Inside, the arrangement told its own story about the era's anxieties. Single men and single women slept in separate dormitories at opposite ends of the building; families were given small private rooms; everyone shared the washing facilities. It was a Victorian idea of order, privacy and propriety made out of timber and brick, and the building's hierarchy of decoration, plainer here, more ornamented there, quietly marked who belonged where. Picture the scene that played out across these verandahs thousands of times over the decades. A family steps off a months-long voyage, sea-legs still swaying, children clutching at skirts, a few words of English among them if they were lucky, sorting out which door was theirs. Outside, the unfamiliar light and the wide brown river; inside, a borrowed bed for a night or two. Most stayed only a short while before scattering into Brisbane and out to the bush to begin again. Yungaba was never meant to be home. It was the threshold you crossed on the way to making one.

Not Everyone Came Freely

The building's history holds harder chapters too, and they deserve to be told plainly. In the early 1900s, after Federation, Yungaba became a holding point for South Sea Islanders, Pacific people, many of whom had been brought to Queensland to cut cane, often under coercion. Now the new Commonwealth's White Australia laws were deporting them. For these men and women, the "place of sunshine" was not a welcome but a farewell, the last Queensland ground under their feet before a forced passage back to islands some had not seen in decades. The same verandahs that greeted hopeful European migrants watched others being sent away. To honour Yungaba's full story is to hold both truths at once: a doorway in for some, a door closing on others.

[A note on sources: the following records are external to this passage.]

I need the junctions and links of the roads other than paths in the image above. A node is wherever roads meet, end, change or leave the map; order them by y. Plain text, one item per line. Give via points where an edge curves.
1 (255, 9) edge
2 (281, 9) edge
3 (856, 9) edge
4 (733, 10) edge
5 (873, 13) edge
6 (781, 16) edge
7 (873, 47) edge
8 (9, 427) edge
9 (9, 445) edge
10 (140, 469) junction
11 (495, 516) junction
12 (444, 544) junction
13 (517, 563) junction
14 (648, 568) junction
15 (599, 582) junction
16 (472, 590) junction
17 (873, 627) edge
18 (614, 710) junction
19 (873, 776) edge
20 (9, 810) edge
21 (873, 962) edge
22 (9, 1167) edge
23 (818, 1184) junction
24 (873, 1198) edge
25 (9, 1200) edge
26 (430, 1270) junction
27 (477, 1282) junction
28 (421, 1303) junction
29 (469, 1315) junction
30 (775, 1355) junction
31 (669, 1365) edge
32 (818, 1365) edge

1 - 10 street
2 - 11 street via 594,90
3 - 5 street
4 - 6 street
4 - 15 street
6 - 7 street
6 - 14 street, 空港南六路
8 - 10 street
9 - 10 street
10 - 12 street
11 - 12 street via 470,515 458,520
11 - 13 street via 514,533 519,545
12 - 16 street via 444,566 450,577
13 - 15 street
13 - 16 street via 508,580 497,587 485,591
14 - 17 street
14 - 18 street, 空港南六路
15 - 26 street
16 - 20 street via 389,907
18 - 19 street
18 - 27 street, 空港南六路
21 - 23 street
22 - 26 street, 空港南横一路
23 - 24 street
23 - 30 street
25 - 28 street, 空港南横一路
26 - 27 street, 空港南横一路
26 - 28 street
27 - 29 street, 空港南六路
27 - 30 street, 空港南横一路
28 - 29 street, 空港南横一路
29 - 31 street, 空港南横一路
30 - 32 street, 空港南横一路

The Many Lives of a Landmark

Yungaba kept reinventing itself. It served as No. 6 Australian General Hospital, welcoming soldiers and their families home from three wars. In the 1930s it housed the labourers building the Story Bridge, whose great steel span now rises just beside it. In 1992 it was added to the Queensland Heritage Register, recognised as a building that helped shape the state itself. When developers bought the site in 2008, they restored the old depot and converted it into apartments, with a multicultural centre and auditorium alongside, taking care that nothing new blocked the view between Yungaba and the river. The building that received generations of newcomers now looks out, as it always has, over the water that carried them in.

From the Air

Yungaba stands at roughly 27.467 degrees S, 153.037 degrees E on the Kangaroo Point peninsula, on the south bank of the Brisbane River beside the Story Bridge. From the air the most obvious landmark is the Story Bridge's steel cantilever span immediately to the north, with the river horseshoe of Petrie Bight curling around the CBD just across the water. Brisbane Airport (ICAO YBBN) lies about 11 km to the northeast; Archerfield Airport (ICAO YBAF) about 11 km to the southwest. The site is best appreciated from 1,500 to 3,500 feet; haze from the river and afternoon sea breezes off Moreton Bay can soften the light, and summer storms occasionally reduce visibility sharply.